Venerdì mattina il primo ministro indiano Narendra Modi ha a sorpresa raggiunto le truppe indiane di stanza in Ladakh, Kashmir orientale, uno dei territori contesi tra India e Cina e teatro del recente scontro tra i due schieramenti.
Dopo settimane di polemiche intorno all’esito durissimo della battaglia della valle di Galwan, dove lo scorso 15 giugno hanno perso la vita 20 soldati indiani, visitando i reggimenti al fronte Modi ha cercato di proiettare l’immagine di un paese per nulla impaurito dalla minaccia cinese e orgoglioso dei propri uomini in divisa.
NEL DISCORSO ALLE TRUPPE, ampiamente diffuso sui social network, il primo ministro non ha lesinato metafore epiche, esaltando gli attributi dell’esercito: «Il vostro coraggio è più grande delle montagne da cui difendete i nostri confini. Le vostre braccia sono tanto forti quanto le montagne che vi circondano. La vostra volontà, inamovibile come i picchi intorno a voi. Io e il paese abbiamo una fiducia incrollabile nelle vostre capacità. Siamo tranquilli perché sappiamo voi ci siete», ha detto dal palchetto allestito davanti a decine di soldati ordinatamente disposti a distanza di sicurezza per le norme sanitarie anti-coronavirus.
Riferendosi allo scontro del 15 giugno con le truppe cinesi – nonostante Modi non abbia mai pronunciato la parola «Cina» in mezz’ora di discorso – il primo ministro ha detto: «Avete mostrato fuoco e fiamme ai nemici di Madre India».
IN UN ALTRO AFFONDO a Pechino, Modi ha scandito: «L’era dell’espansionismo è finita. Siamo nell’era dello sviluppo. La Storia ha provato che le forze espansioniste o hanno fallito o sono state costrette a indietreggiare».
I contenuti dell’operazione mediatica di venerdì si inseriscono in una più ampia strategia a tutto campo che l’India sta approntando per rispondere all’offensiva politico-mediatica della Cina, dando seguito a una pancia del paese sempre più anti-cinese.

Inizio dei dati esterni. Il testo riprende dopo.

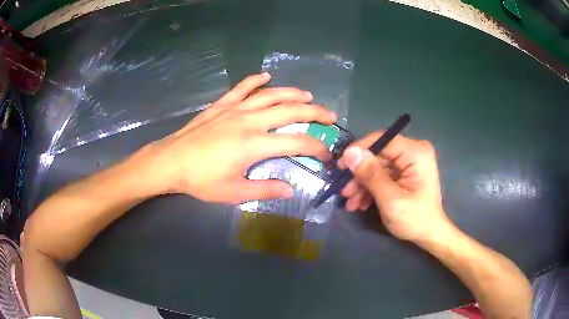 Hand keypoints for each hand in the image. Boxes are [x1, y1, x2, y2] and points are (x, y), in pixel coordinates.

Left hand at [140, 73, 336, 203]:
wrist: (171, 161)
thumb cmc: (201, 180)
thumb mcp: (234, 192)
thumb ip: (265, 190)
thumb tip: (291, 190)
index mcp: (255, 144)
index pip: (297, 142)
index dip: (317, 147)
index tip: (326, 153)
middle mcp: (250, 121)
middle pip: (291, 110)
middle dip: (315, 112)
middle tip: (329, 115)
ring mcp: (235, 109)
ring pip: (271, 95)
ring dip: (292, 93)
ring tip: (308, 95)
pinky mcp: (222, 104)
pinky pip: (242, 87)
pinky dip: (255, 80)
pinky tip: (266, 75)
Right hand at [338, 133, 449, 241]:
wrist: (429, 235)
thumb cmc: (414, 219)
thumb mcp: (391, 199)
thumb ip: (371, 175)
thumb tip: (349, 152)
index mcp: (416, 153)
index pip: (382, 140)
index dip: (359, 151)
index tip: (341, 167)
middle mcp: (413, 152)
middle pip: (378, 155)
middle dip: (359, 175)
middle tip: (343, 192)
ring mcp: (409, 163)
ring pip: (377, 166)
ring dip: (362, 185)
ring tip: (350, 203)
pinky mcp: (405, 173)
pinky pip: (383, 175)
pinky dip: (371, 188)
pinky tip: (361, 203) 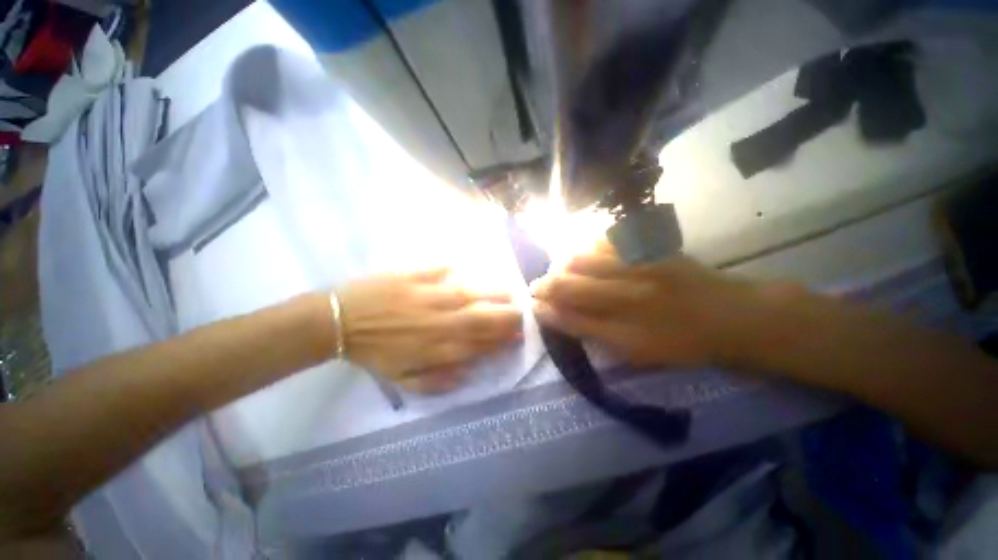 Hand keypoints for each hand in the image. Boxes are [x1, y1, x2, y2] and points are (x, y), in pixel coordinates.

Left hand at [338, 268, 522, 392]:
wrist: (340, 321)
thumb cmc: (373, 351)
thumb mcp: (403, 379)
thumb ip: (437, 381)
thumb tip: (467, 374)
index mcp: (440, 347)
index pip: (483, 342)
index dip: (504, 338)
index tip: (518, 334)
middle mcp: (443, 320)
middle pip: (485, 316)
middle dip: (509, 314)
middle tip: (521, 310)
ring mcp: (431, 295)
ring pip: (472, 293)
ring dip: (494, 293)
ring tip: (508, 291)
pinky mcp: (416, 275)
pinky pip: (443, 269)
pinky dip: (458, 268)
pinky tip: (469, 267)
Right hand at [531, 245, 802, 369]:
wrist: (731, 315)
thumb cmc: (680, 342)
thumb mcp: (634, 351)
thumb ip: (590, 332)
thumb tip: (553, 315)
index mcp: (626, 328)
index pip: (569, 315)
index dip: (545, 308)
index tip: (533, 304)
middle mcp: (628, 294)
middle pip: (570, 283)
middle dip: (546, 285)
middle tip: (539, 287)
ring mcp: (638, 265)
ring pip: (582, 258)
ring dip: (562, 265)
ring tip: (560, 272)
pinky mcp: (649, 247)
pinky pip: (605, 241)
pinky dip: (587, 248)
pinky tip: (585, 256) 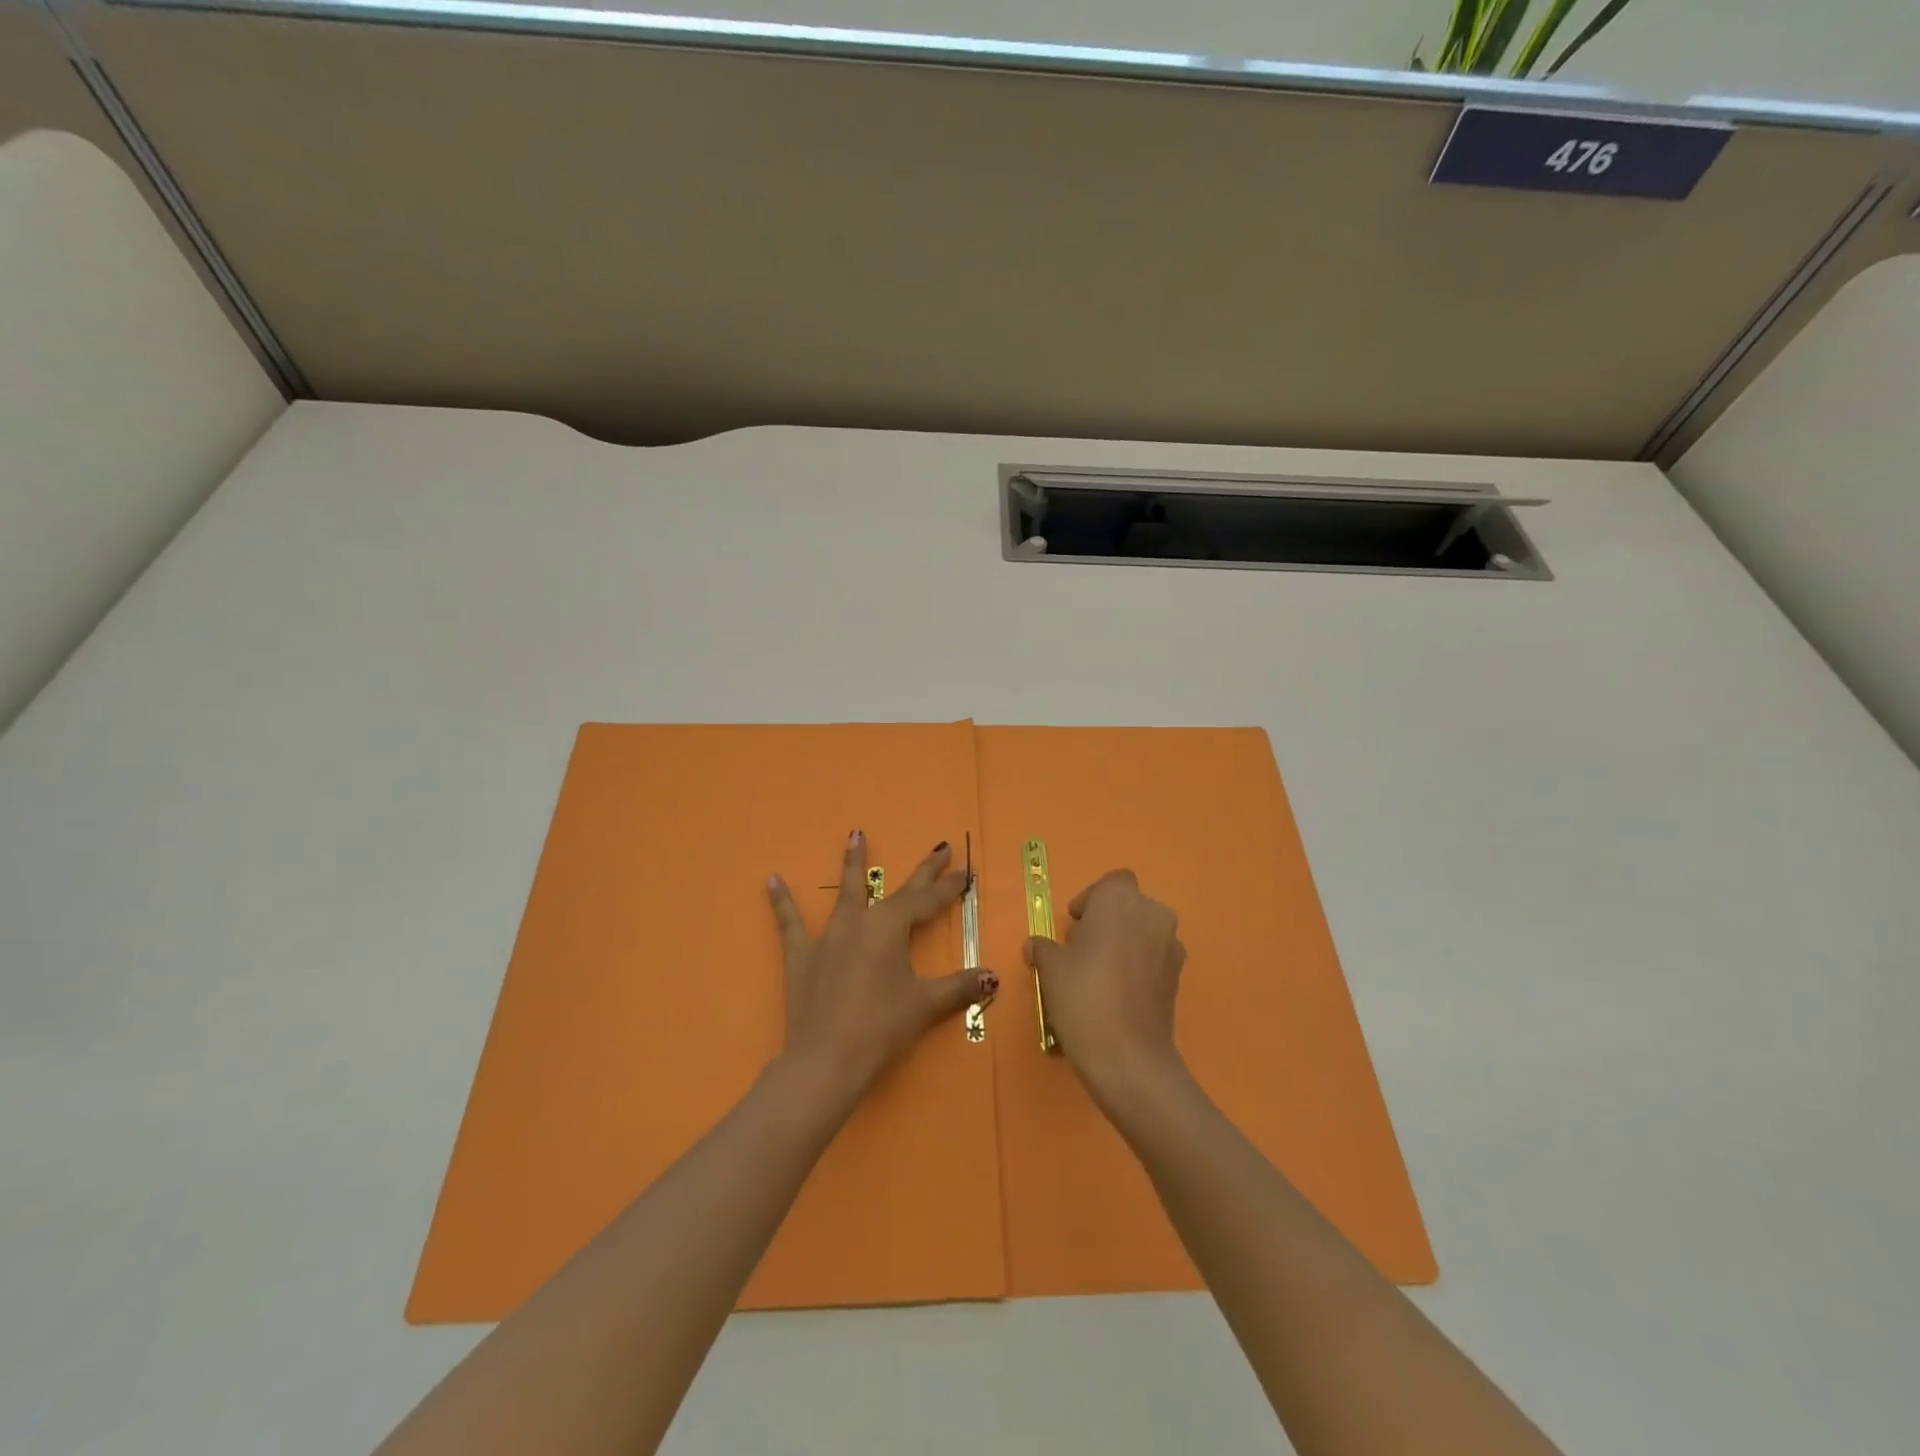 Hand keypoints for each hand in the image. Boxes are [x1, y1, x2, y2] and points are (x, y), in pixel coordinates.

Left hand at [768, 832, 995, 1102]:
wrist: (826, 1060)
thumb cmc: (881, 1029)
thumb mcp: (925, 1006)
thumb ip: (959, 987)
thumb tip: (993, 977)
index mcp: (891, 928)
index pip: (927, 901)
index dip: (949, 888)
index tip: (967, 872)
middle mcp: (861, 922)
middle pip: (896, 891)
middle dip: (923, 872)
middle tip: (941, 847)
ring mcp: (829, 936)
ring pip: (845, 893)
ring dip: (852, 864)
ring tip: (855, 835)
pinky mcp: (802, 955)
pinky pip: (790, 923)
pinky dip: (782, 902)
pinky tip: (771, 880)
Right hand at [1026, 870, 1186, 1111]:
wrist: (1127, 1055)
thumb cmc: (1083, 995)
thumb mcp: (1050, 968)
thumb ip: (1043, 949)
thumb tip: (1035, 946)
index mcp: (1120, 900)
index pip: (1111, 883)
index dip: (1092, 900)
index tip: (1074, 924)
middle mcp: (1152, 914)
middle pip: (1129, 907)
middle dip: (1108, 922)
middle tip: (1081, 950)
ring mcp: (1171, 946)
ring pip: (1143, 933)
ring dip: (1124, 944)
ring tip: (1098, 976)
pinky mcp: (1179, 978)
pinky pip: (1153, 960)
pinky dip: (1137, 968)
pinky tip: (1116, 995) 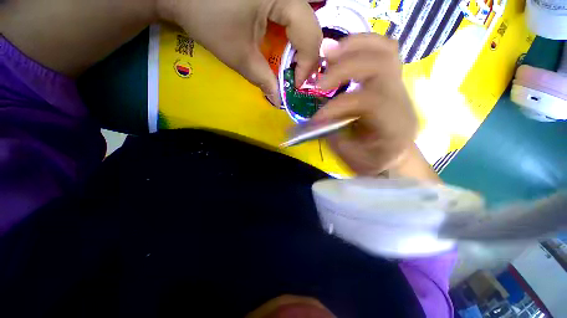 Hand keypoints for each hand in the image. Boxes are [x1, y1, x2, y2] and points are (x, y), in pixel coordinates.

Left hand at [158, 0, 322, 103]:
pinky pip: (292, 16)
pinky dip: (291, 37)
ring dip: (300, 48)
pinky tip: (284, 48)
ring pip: (304, 22)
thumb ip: (262, 79)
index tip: (295, 84)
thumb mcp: (238, 54)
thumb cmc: (206, 17)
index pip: (310, 35)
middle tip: (294, 77)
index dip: (307, 64)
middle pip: (312, 28)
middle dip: (306, 57)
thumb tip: (277, 100)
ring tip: (291, 66)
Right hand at [312, 33, 417, 175]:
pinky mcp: (392, 78)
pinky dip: (360, 45)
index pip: (368, 101)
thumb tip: (315, 117)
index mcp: (395, 125)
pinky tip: (342, 53)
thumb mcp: (350, 156)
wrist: (395, 153)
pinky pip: (382, 50)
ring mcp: (399, 84)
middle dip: (343, 69)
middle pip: (380, 64)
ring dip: (352, 47)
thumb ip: (333, 135)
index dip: (336, 106)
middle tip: (318, 82)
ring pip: (384, 49)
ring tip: (327, 55)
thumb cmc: (372, 160)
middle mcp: (402, 99)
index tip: (315, 118)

Per ora l’opzione militare è esclusa, in attesa degli esiti di una serie di meeting tra i vertici dei rispettivi reggimenti dispiegati sull’Himalaya. Formalmente, si sta cercando di stilare una road-map serrata per procedere con una concreta de-escalation che, da parte indiana, significherebbe l’arretramento degli avamposti cinesi in Ladakh. Opzione che, secondo i media indiani, la Cina non è intenzionata a prendere in considerazione, di fatto paralizzando la trattativa.
DI FRONTE ALLO STALLO dei colloqui, New Delhi è allora passata al contrattacco sul piano commerciale. Lo scorso 29 giugno ha bandito dal mercato indiano 59 app per smartphone cinesi, tra cui la popolarissima piattaforma di condivisione video Tik Tok.
Ieri, il ministro dei trasporti indiano Nitin Gadkari ha annunciato che alle aziende cinesi non sarà permesso di partecipare alle gare d’appalto per la costruzione di strade in India. Inoltre, negli ultimi giorni, la stampa indiana ha rilanciato numerose indiscrezioni che dovrebbero anticipare ulteriori misure che andrebbero a danneggiare le aziende cinesi nei settori dell’energia (componenti per centrali elettriche) e delle telecomunicazioni (introduzione del 5G in India).
Esercitare pressioni contro Pechino escludendo la Cina dall’economia indiana rischia però di diventare un boomerang per l’India, che non può non considerare rapporti di forza economici assolutamente svantaggiosi. Secondo gli ultimi dati governativi disponibili, l’interscambio Cina-India nell’anno fiscale 2019-2020 ha raggiunto 82 miliardi di dollari, di cui però 65 miliardi sono di import indiano.
IMPORRE DAZI commerciali sulla scia della «Trade War» ingaggiata dagli Stati uniti di Donald Trump comporterebbe ripercussioni enormi per l’economia indiana, soprattutto a fronte di proiezioni di crescita per il prossimo anno che si prevedono catastrofiche: l’ultima stima, pubblicata da Goldman Sachs a fine giugno, prevede una contrazione del cinque per cento su base annua.